_ABOUT THIS TASK_:
Scan the data below and give the number of lines that include the word "Springs", with no other words.

[Stored items]
========================

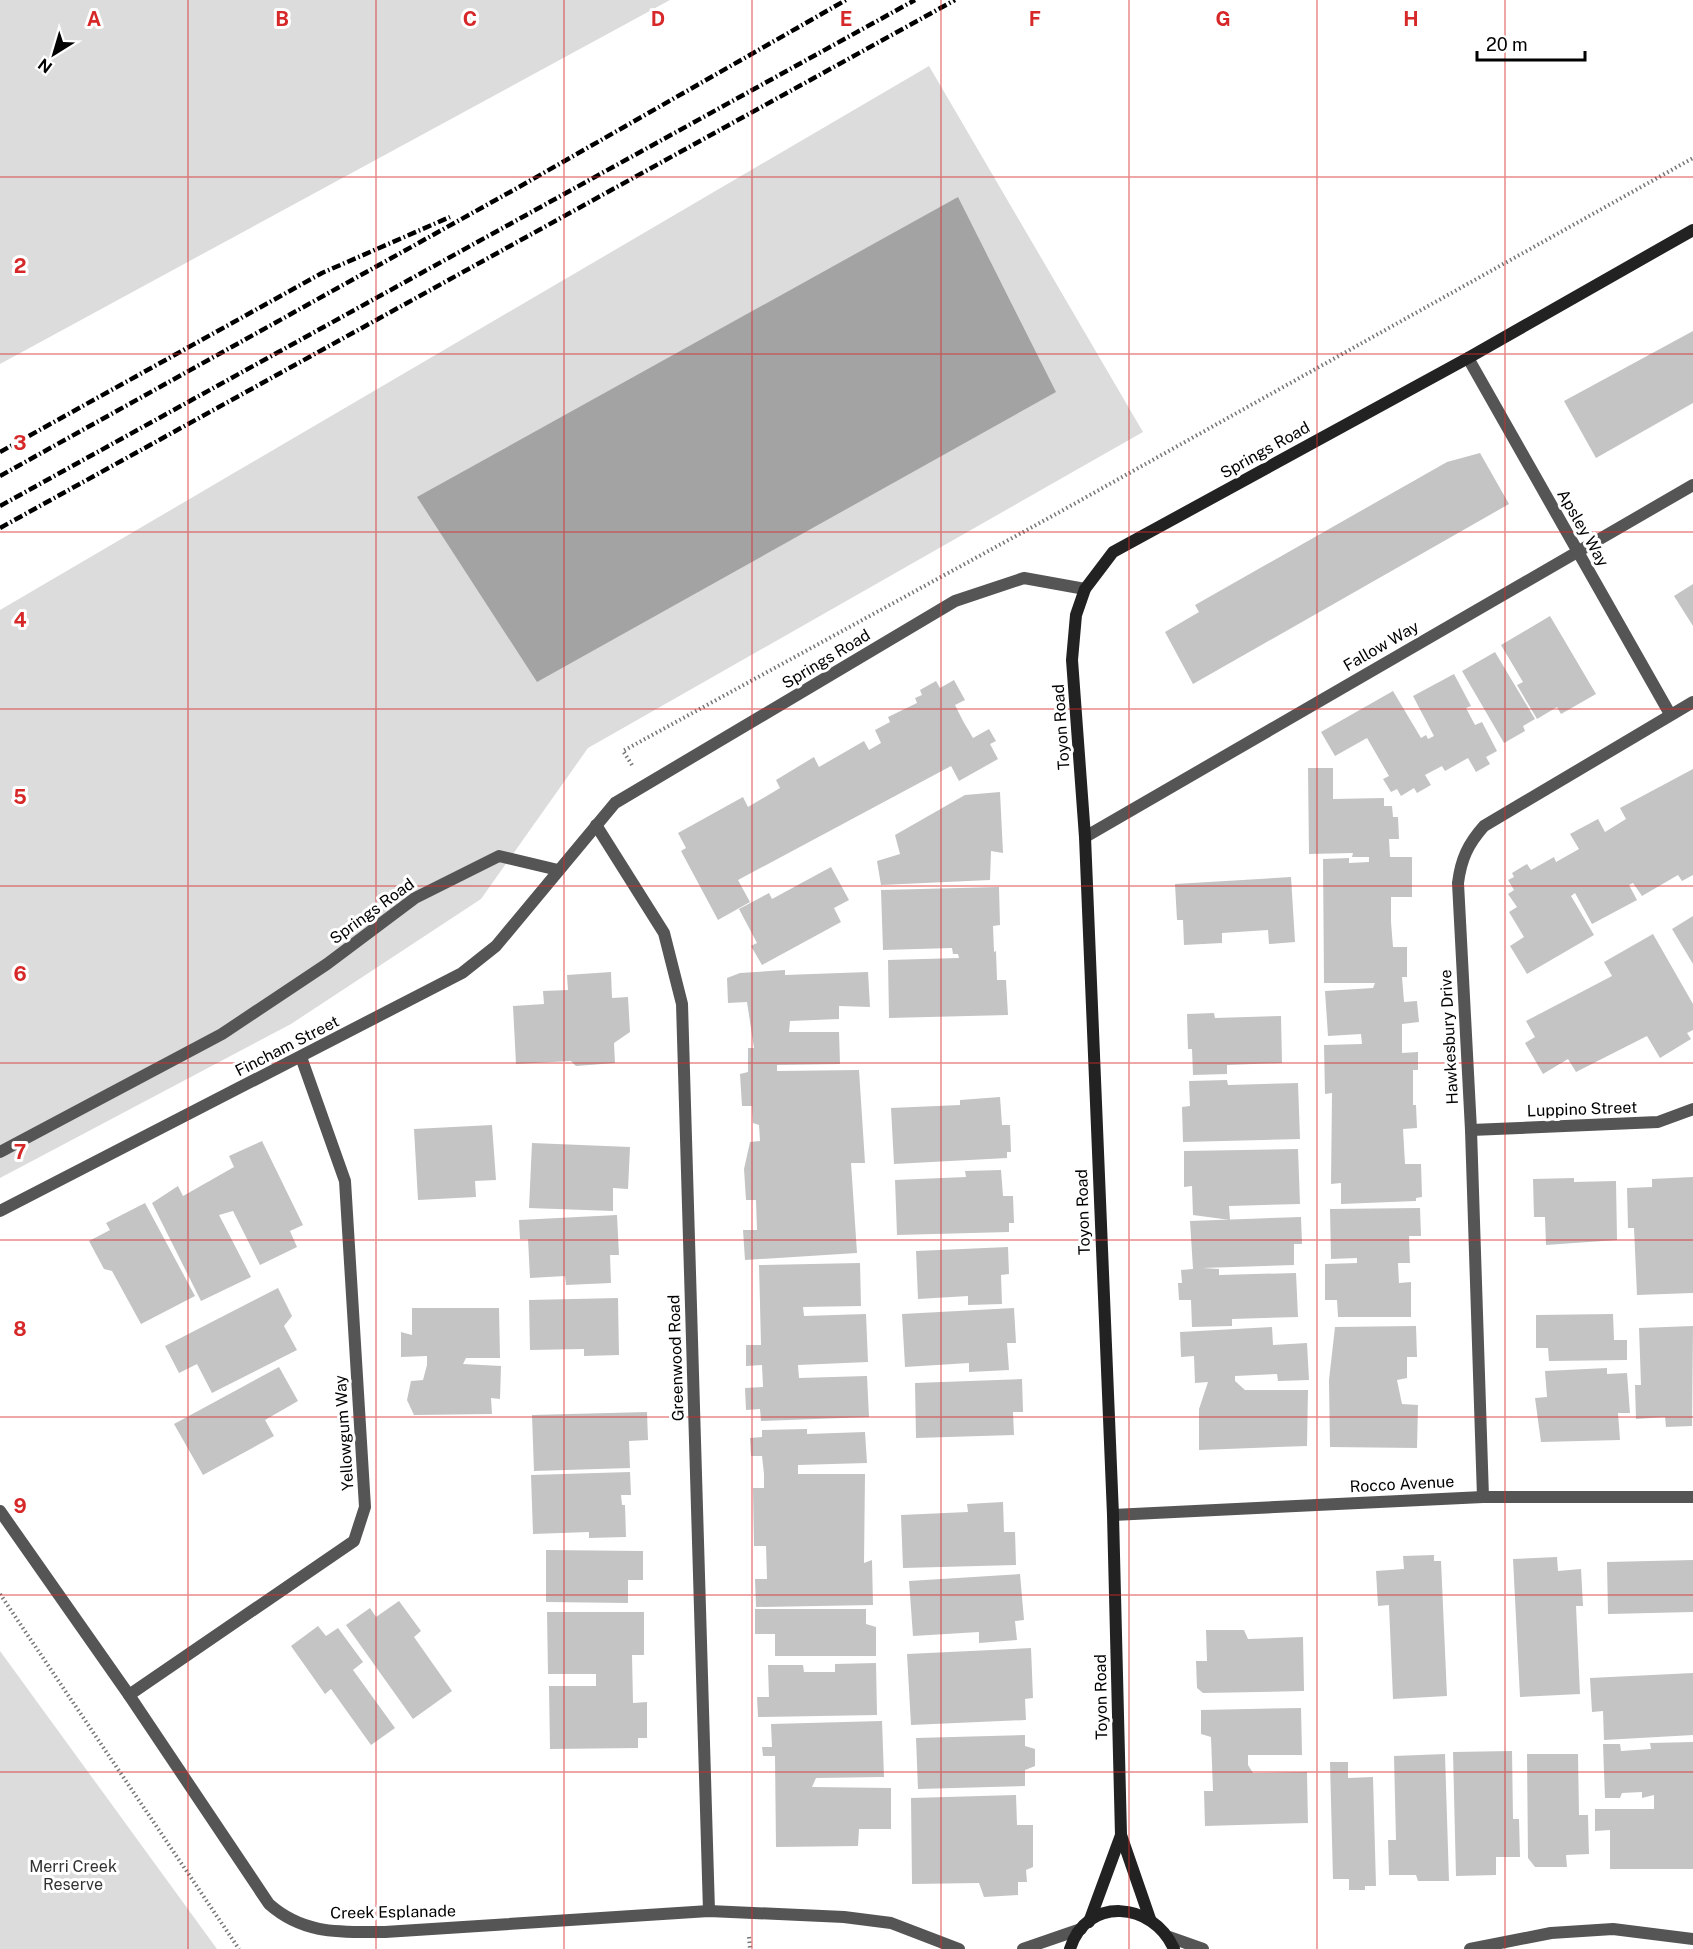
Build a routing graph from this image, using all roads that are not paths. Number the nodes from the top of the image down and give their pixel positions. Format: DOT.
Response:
graph roads {
  1 [pos="1693,230"];
  2 [pos="1468,358"];
  3 [pos="1693,485"];
  4 [pos="1578,551"];
  5 [pos="1085,589"];
  6 [pos="1693,702"];
  7 [pos="1670,714"];
  8 [pos="596,825"];
  9 [pos="1085,837"];
  10 [pos="558,870"];
  11 [pos="301,1057"];
  12 [pos="1693,1109"];
  13 [pos="1471,1130"];
  14 [pos="0,1152"];
  15 [pos="0,1211"];
  16 [pos="1483,1497"];
  17 [pos="1693,1497"];
  18 [pos="0,1511"];
  19 [pos="1113,1515"];
  20 [pos="129,1695"];
  21 [pos="1121,1835"];
  22 [pos="709,1911"];
  23 [pos="1150,1919"];
  24 [pos="1085,1925"];
  25 [pos="1169,1937"];
  26 [pos="1693,1939"];
  27 [pos="959,1949"];
  28 [pos="1023,1949"];
  29 [pos="1070,1949"];
  30 [pos="1174,1949"];
  31 [pos="1203,1949"];
  32 [pos="1470,1949"];
  1 -- 2 [label="street, Springs Road"];
  2 -- 4 [label="street, Apsley Way"];
  2 -- 5 [label="street, Springs Road"];
  3 -- 4 [label="street, Fallow Way"];
  4 -- 7 [label="street, Apsley Way"];
  4 -- 9 [label="street, Fallow Way"];
  5 -- 8 [label="street, Springs Road"];
  5 -- 9 [label="street, Toyon Road"];
  6 -- 7 [label="street, Hawkesbury Drive"];
  7 -- 13 [label="street, Hawkesbury Drive"];
  8 -- 10 [label="street, Springs Road"];
  8 -- 22 [label="street, Greenwood Road"];
  9 -- 19 [label="street, Toyon Road"];
  10 -- 11 [label="street, Fincham Street"];
  10 -- 14 [label="street, Springs Road"];
  11 -- 15 [label="street, Fincham Street"];
  11 -- 20 [label="street, Yellowgum Way"];
  12 -- 13 [label="street, Luppino Street"];
  13 -- 16 [label="street, Hawkesbury Drive"];
  16 -- 17 [label="street, Rocco Avenue"];
  16 -- 19 [label="street, Rocco Avenue"];
  18 -- 20 [label="street, Creek Esplanade"];
  19 -- 21 [label="street, Toyon Road"];
  20 -- 22 [label="street, Creek Esplanade"];
  21 -- 23 [label="street, Toyon Road"];
  21 -- 24 [label="street, Toyon Road"];
  22 -- 27 [label="street, Creek Esplanade"];
  23 -- 24 [label="street"];
  23 -- 25 [label="street"];
  24 -- 28 [label="street"];
  24 -- 29 [label="street, Toyon Road"];
  25 -- 30 [label="street"];
  25 -- 31 [label="street"];
  26 -- 32 [label="street"];
}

========================

_YOUR SOLUTION_:
5